The coordinator of the İstanbul Union of Women's Organizations (İKKB) and chairwoman of the Turkish Association of University Women (TÜKD), Nazan Moroğlu, said even talking about possibly extending maternity leave -- currently 16 months in the Labor Law -- can become an obstacle in the way of female employment.
“What the state needs to do here is show determination and support the infrastructure needed for the law it has passed and foster the opening of daycare centers and similar units. Because such laws are passed with no real infrastructural basis, this actually victimizes women and increases the level of discrimination against them. The percentage of female participation in the workforce was 34.1 percent in 1990 and it has consistently fallen since. How can it be possible to increase female employment if the state is also championing a policy of three children per family?”
Prime Minister Recep Tayyip Erdoğan has said on many occasions that every couple should have at least three children, although whether this has really contributed to an increase in the number of children per family is not certain.

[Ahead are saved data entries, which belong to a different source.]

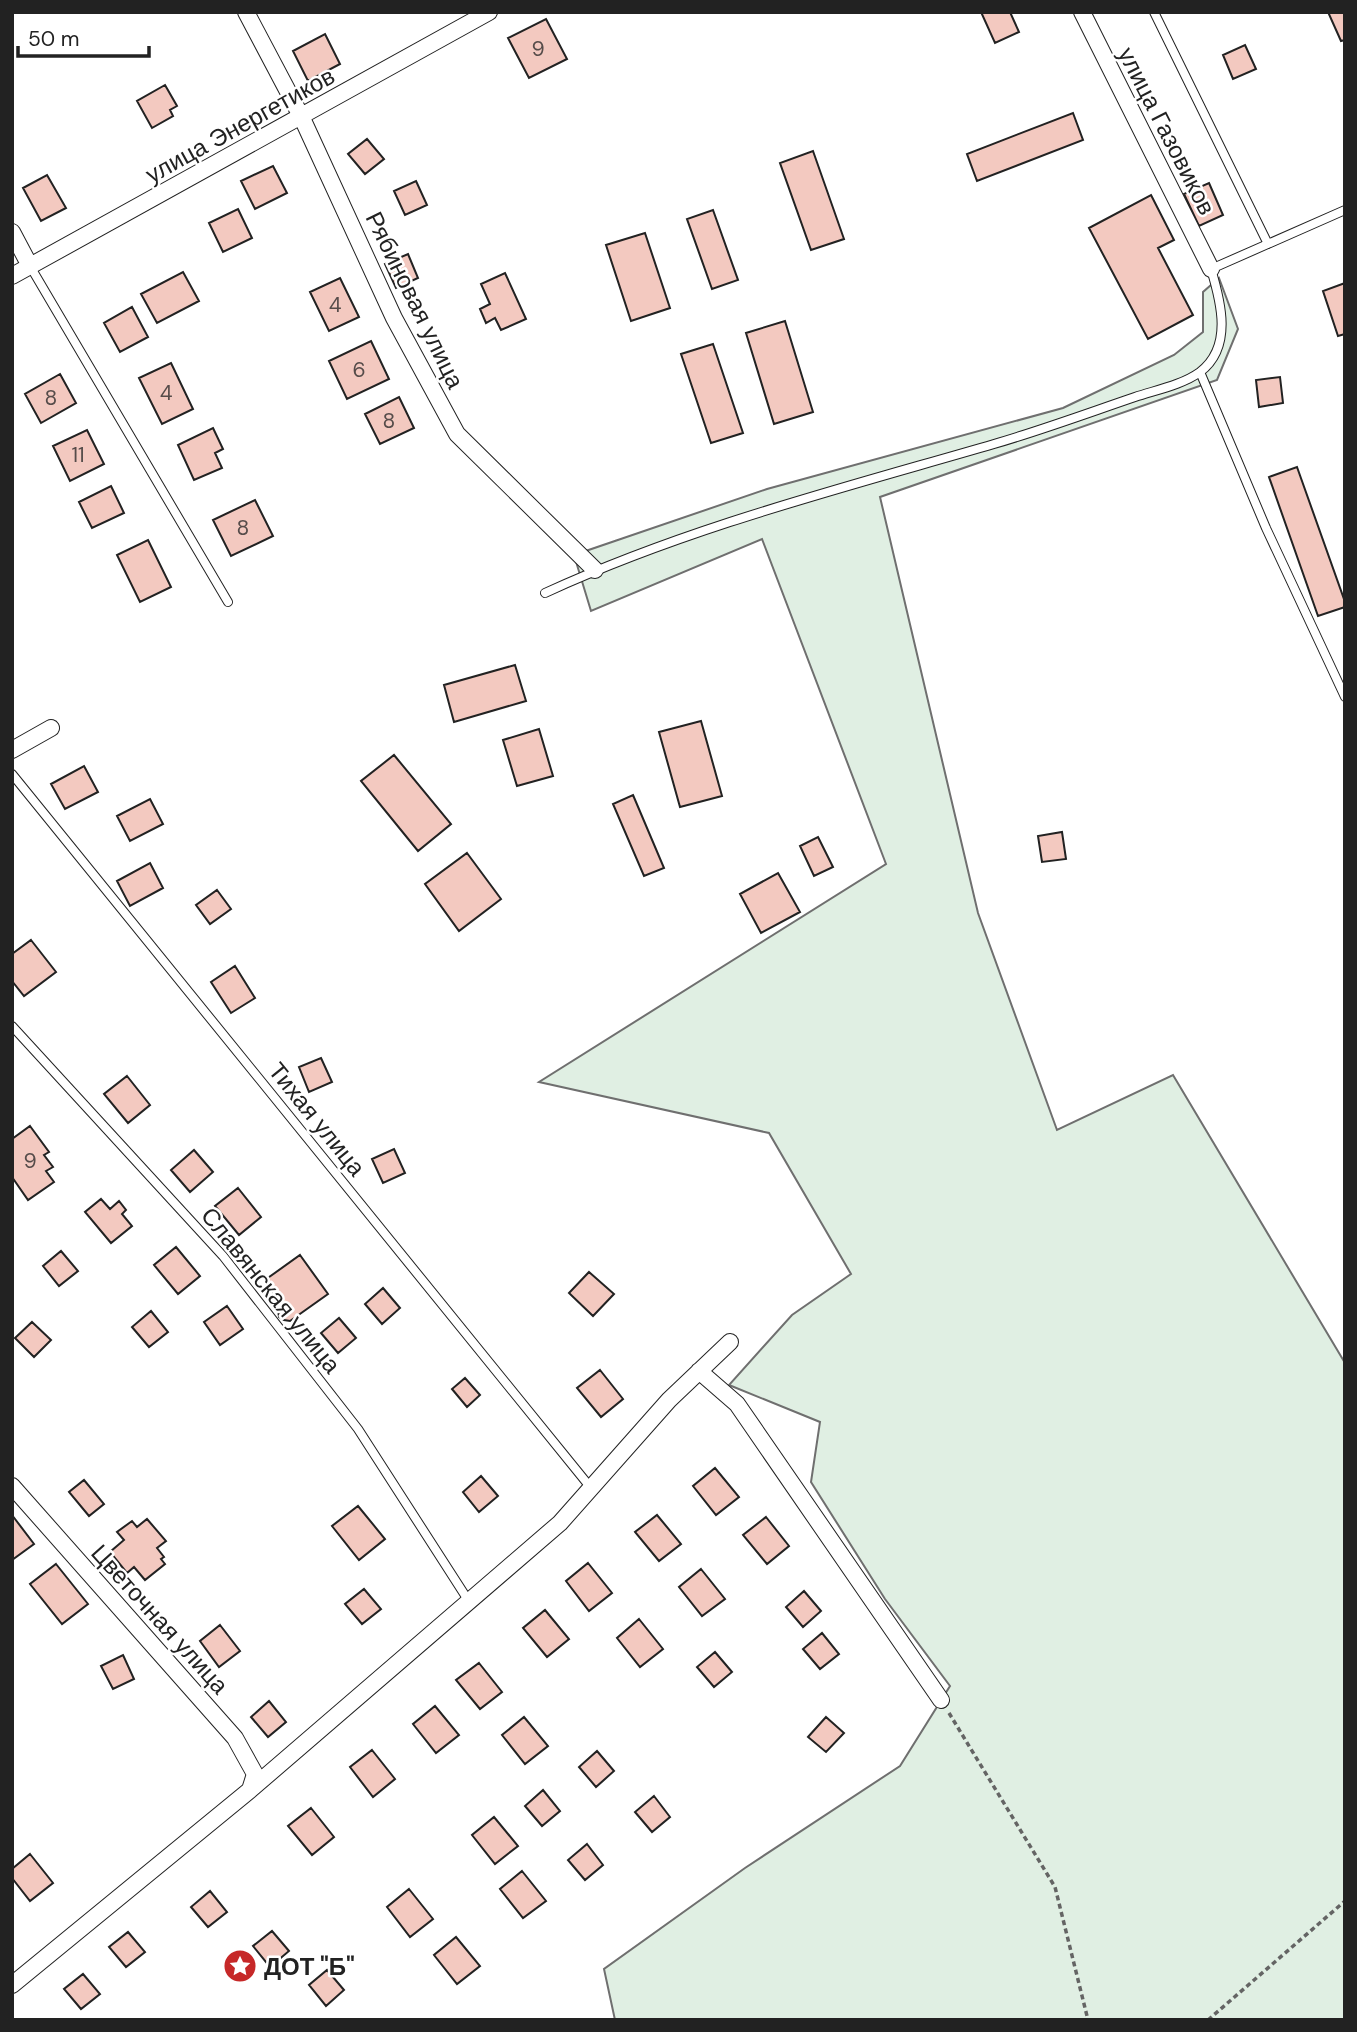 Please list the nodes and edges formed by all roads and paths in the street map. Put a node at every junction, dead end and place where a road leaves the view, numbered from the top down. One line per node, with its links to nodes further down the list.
1 (246, 12): 5 (street, Рябиновая улица)
2 (489, 12): 5 (street, улица Энергетиков)
3 (1082, 12): 10 (street, улица Газовиков)
4 (1154, 12): 8 (lane)
5 (302, 118): 9 (street, улица Энергетиков); 13 (street, Рябиновая улица)
6 (1345, 210): 8 (lane)
7 (12, 232): 9 (street)
8 (1268, 244): 10 (lane)
9 (30, 266): 11 (street, улица Энергетиков); 15 (lane)
10 (1211, 269): 12 (lane)
11 (12, 276)
12 (1200, 372): 13 (lane); 16 (lane)
13 (595, 570): 14 (lane)
14 (545, 593)
15 (228, 602)
16 (1345, 697)
17 (51, 728): 18 (street)
18 (12, 750)
19 (12, 774): 24 (lane, Тихая улица)
20 (12, 1026): 25 (lane, Славянская улица)
21 (730, 1342): 22 (street)
22 (699, 1371): 24 (street); 26 (street)
23 (12, 1486): 27 (street, Цветочная улица)
24 (592, 1488): 25 (street)
25 (470, 1603): 27 (street)
26 (941, 1700): 30 (path)
27 (250, 1790): 29 (street)
28 (1345, 1901): 31 (path)
29 (12, 1985)
30 (1088, 2020)
31 (1208, 2020) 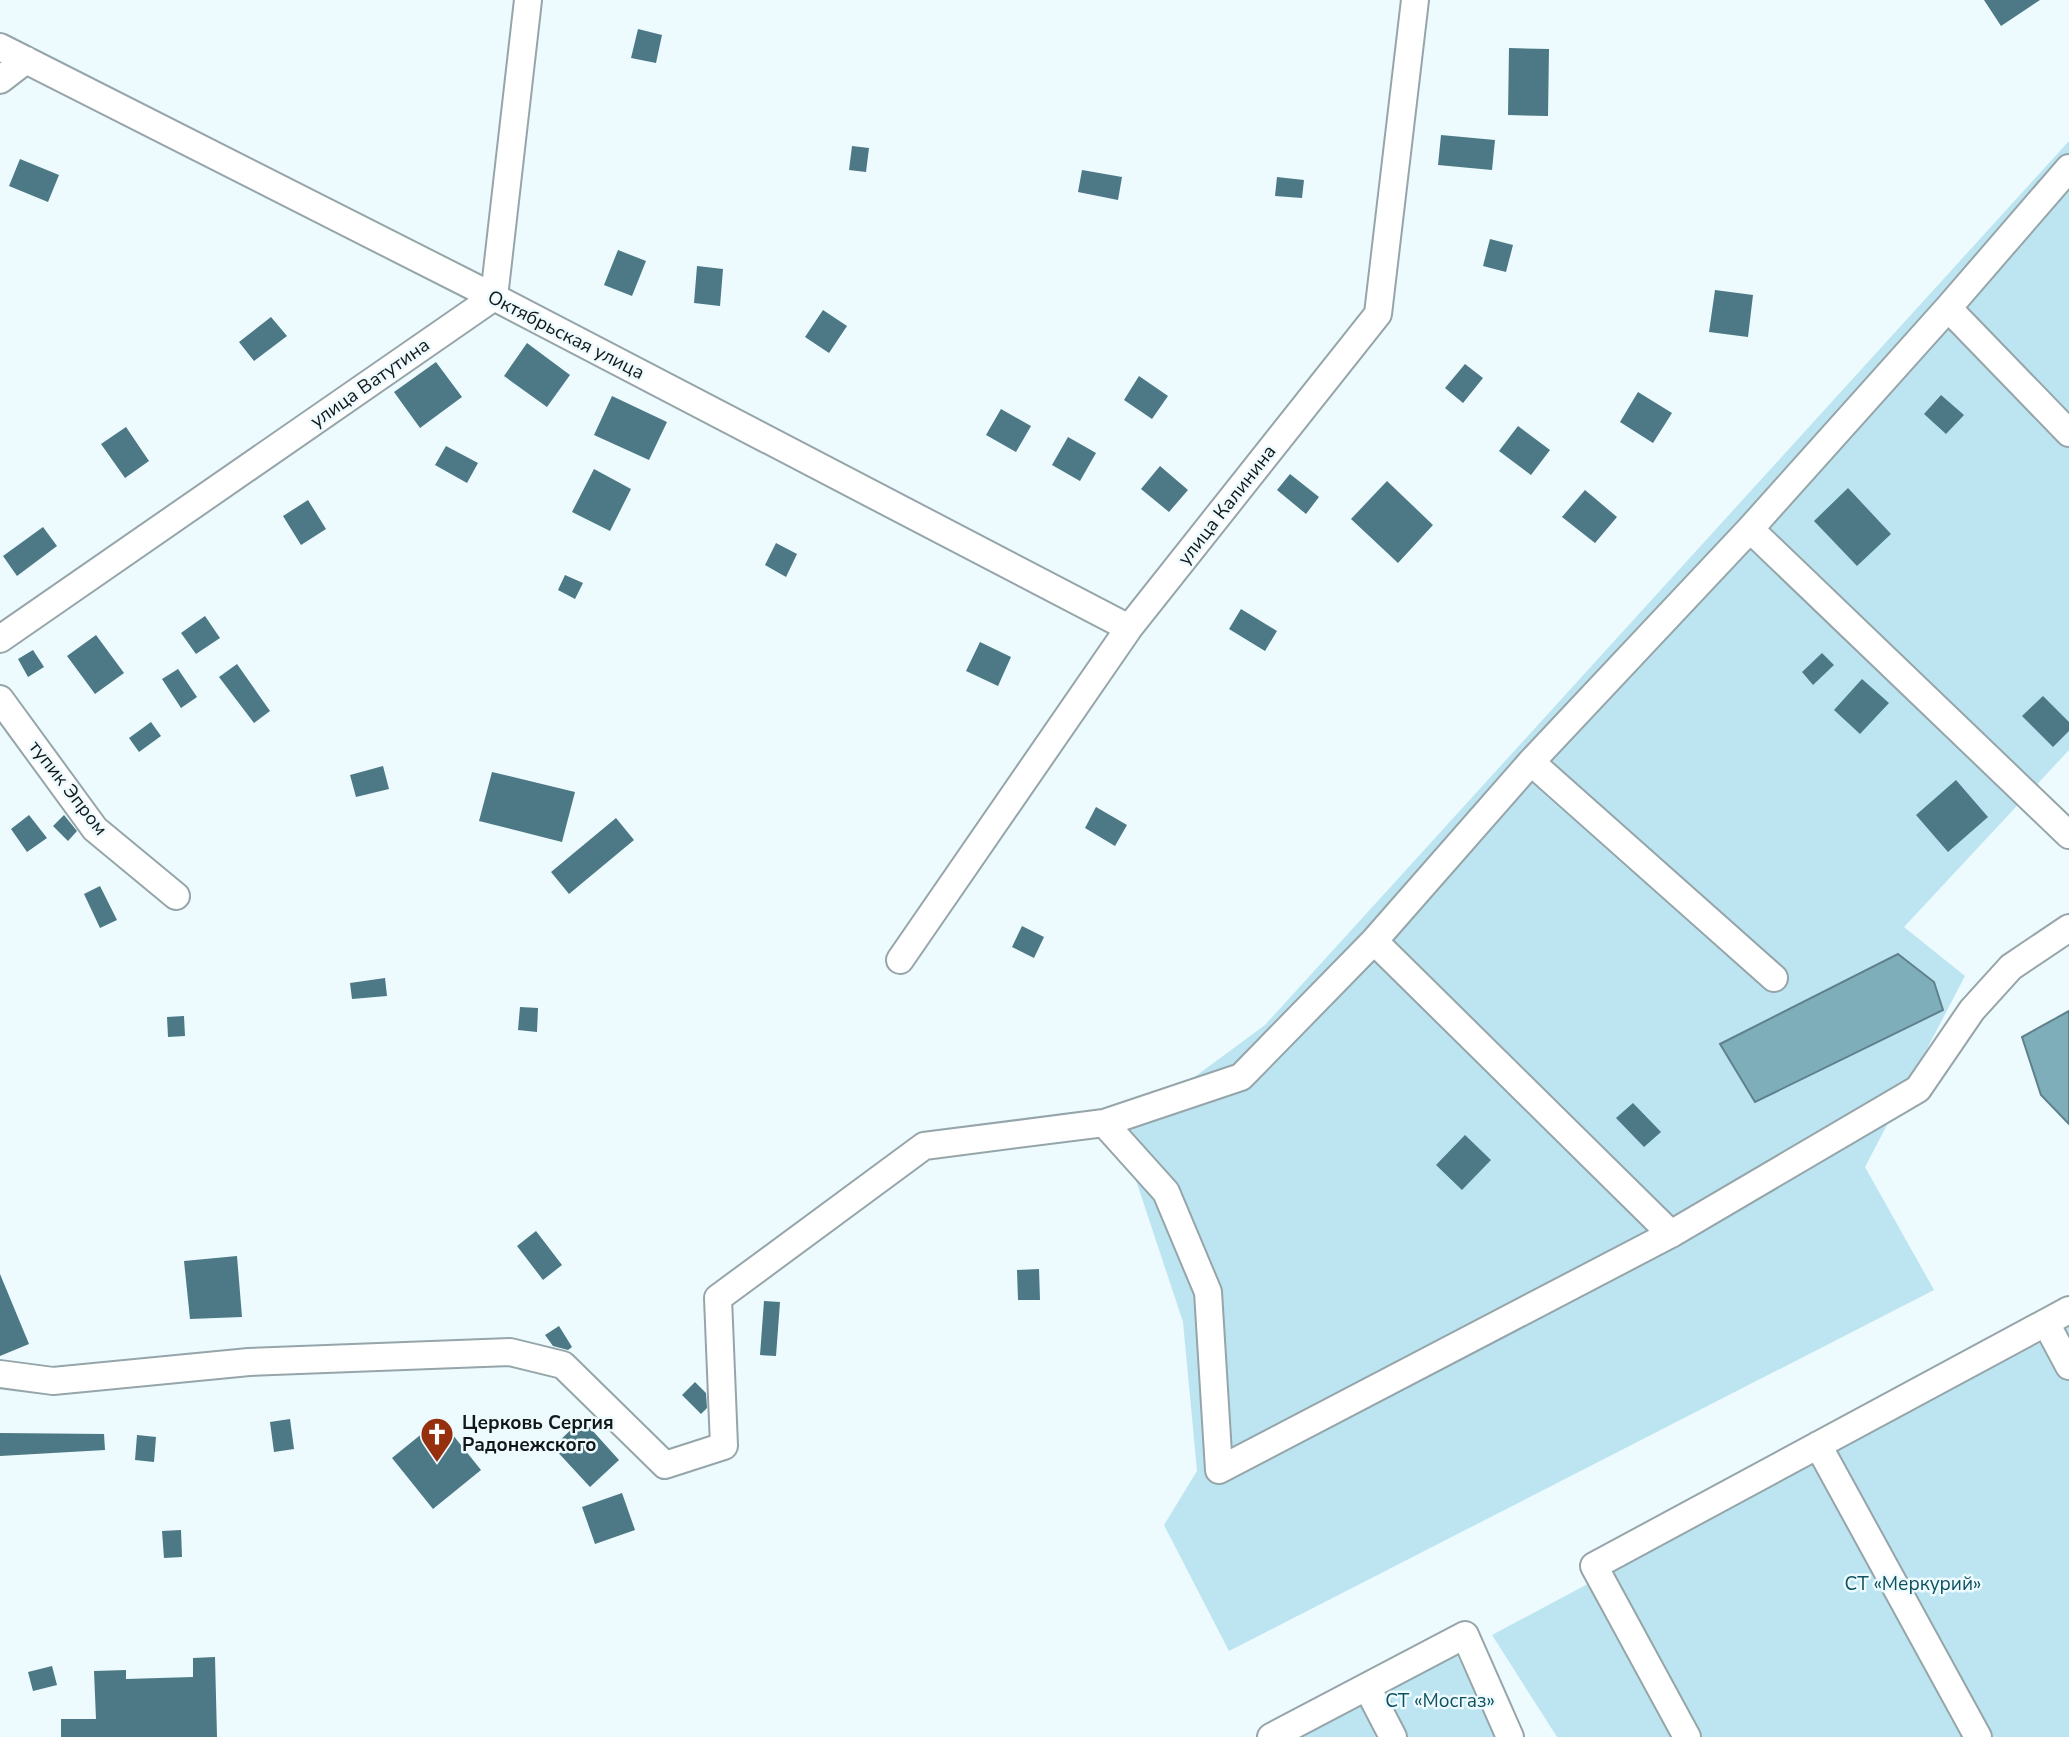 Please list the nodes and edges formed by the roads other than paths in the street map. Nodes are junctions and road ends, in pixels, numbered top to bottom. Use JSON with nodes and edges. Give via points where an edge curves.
{"nodes":[{"id":1,"x":528,"y":0,"type":"edge"},
{"id":2,"x":1415,"y":0,"type":"edge"},
{"id":3,"x":0,"y":47,"type":"edge"},
{"id":4,"x":26,"y":60,"type":"junction"},
{"id":5,"x":0,"y":80,"type":"edge"},
{"id":6,"x":2069,"y":168,"type":"edge"},
{"id":7,"x":494,"y":297,"type":"junction"},
{"id":8,"x":1948,"y":308,"type":"junction"},
{"id":9,"x":2069,"y":433,"type":"edge"},
{"id":10,"x":1751,"y":529,"type":"junction"},
{"id":11,"x":1129,"y":628,"type":"junction"},
{"id":12,"x":0,"y":639,"type":"edge"},
{"id":13,"x":0,"y":699,"type":"edge"},
{"id":14,"x":1531,"y":762,"type":"junction"},
{"id":15,"x":2069,"y":835,"type":"edge"},
{"id":16,"x":176,"y":896,"type":"dead end"},
{"id":17,"x":2069,"y":928,"type":"edge"},
{"id":18,"x":1374,"y":941,"type":"junction"},
{"id":19,"x":900,"y":960,"type":"dead end"},
{"id":20,"x":1774,"y":978,"type":"dead end"},
{"id":21,"x":1104,"y":1123,"type":"junction"},
{"id":22,"x":1671,"y":1234,"type":"junction"},
{"id":23,"x":2069,"y":1310,"type":"edge"},
{"id":24,"x":2046,"y":1322,"type":"junction"},
{"id":25,"x":2069,"y":1366,"type":"edge"},
{"id":26,"x":0,"y":1374,"type":"edge"},
{"id":27,"x":1818,"y":1445,"type":"junction"},
{"id":28,"x":1367,"y":1687,"type":"junction"},
{"id":29,"x":1271,"y":1737,"type":"edge"},
{"id":30,"x":1393,"y":1737,"type":"edge"},
{"id":31,"x":1510,"y":1737,"type":"edge"},
{"id":32,"x":1687,"y":1737,"type":"edge"},
{"id":33,"x":1978,"y":1737,"type":"edge"}],
"edges":[{"from":1,"to":7,"type":"street"},
{"from":2,"to":11,"type":"street","name":"улица Калинина","via":[[1378,314]]},
{"from":3,"to":4,"type":"street","name":"Октябрьская улица"},
{"from":4,"to":5,"type":"street"},
{"from":4,"to":7,"type":"street","name":"Октябрьская улица"},
{"from":6,"to":8,"type":"street"},
{"from":7,"to":11,"type":"street","name":"Октябрьская улица"},
{"from":7,"to":12,"type":"street","name":"улица Ватутина"},
{"from":8,"to":9,"type":"street"},
{"from":8,"to":10,"type":"street"},
{"from":10,"to":14,"type":"street"},
{"from":10,"to":15,"type":"street"},
{"from":11,"to":19,"type":"street","name":"улица Калинина"},
{"from":13,"to":16,"type":"street","name":"тупик Эпром","via":[[95,828]]},
{"from":14,"to":18,"type":"street"},
{"from":14,"to":20,"type":"street"},
{"from":17,"to":22,"type":"street","via":[[2011,967],[1980,1001],[1918,1089]]},
{"from":18,"to":21,"type":"street","via":[[1241,1077]]},
{"from":18,"to":22,"type":"street"},
{"from":21,"to":22,"type":"street","via":[[1166,1192],[1208,1292],[1219,1470]]},
{"from":21,"to":26,"type":"street","via":[[924,1146],[718,1298],[724,1446],[665,1465],[563,1364],[510,1352],[249,1362],[53,1381]]},
{"from":23,"to":24,"type":"street"},
{"from":24,"to":25,"type":"street"},
{"from":24,"to":27,"type":"street"},
{"from":27,"to":32,"type":"street","via":[[1594,1566]]},
{"from":27,"to":33,"type":"street"},
{"from":28,"to":29,"type":"street"},
{"from":28,"to":30,"type":"street"},
{"from":28,"to":31,"type":"street","via":[[1465,1635]]}]}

“Female employment remains a major problem from Turkey and just passing laws doesn't solve the problem,” Moroğlu noted. She said women's empowerment is a prerequisite for a strong Turkey, adding that lower education levels and the lack of employment opportunities for women also contributed to the increasing frequency of violence against women, another persistent problem Turkey has yet to solve.
“As long as women are not seen as individuals, as long as they are treated as beings that are in need of protection, there can be no talk of gender equality or democracy,” Moroğlu said.
Educated women out of jobs
The TurkStat data from June clearly shows that women are still left out of the job market even if they are well educated and qualified, while the opposite is true for men. Unemployment is highest among more highly educated women while the men who struggle the most when looking for employment typically have the lowest levels of education among all job seekers.
In June, the unemployment rate among women with no education was about 2 percent and 8.2 percent for women with less than a high school education. For high school graduates, the unemployment rate was 19.8 percent -- a 2.5 percent increase from the same period last year. The unemployment rate for women with vocational or technical training was 19.2 percent in June and 14.1 percent for university graduates.
The unemployment rate for men with less than a high school education was 8 percent and 8.7 percent for high school graduates. The unemployment rate for male graduates of vocational or technical schools was 7.5 percent and 6.5 percent for male university graduates.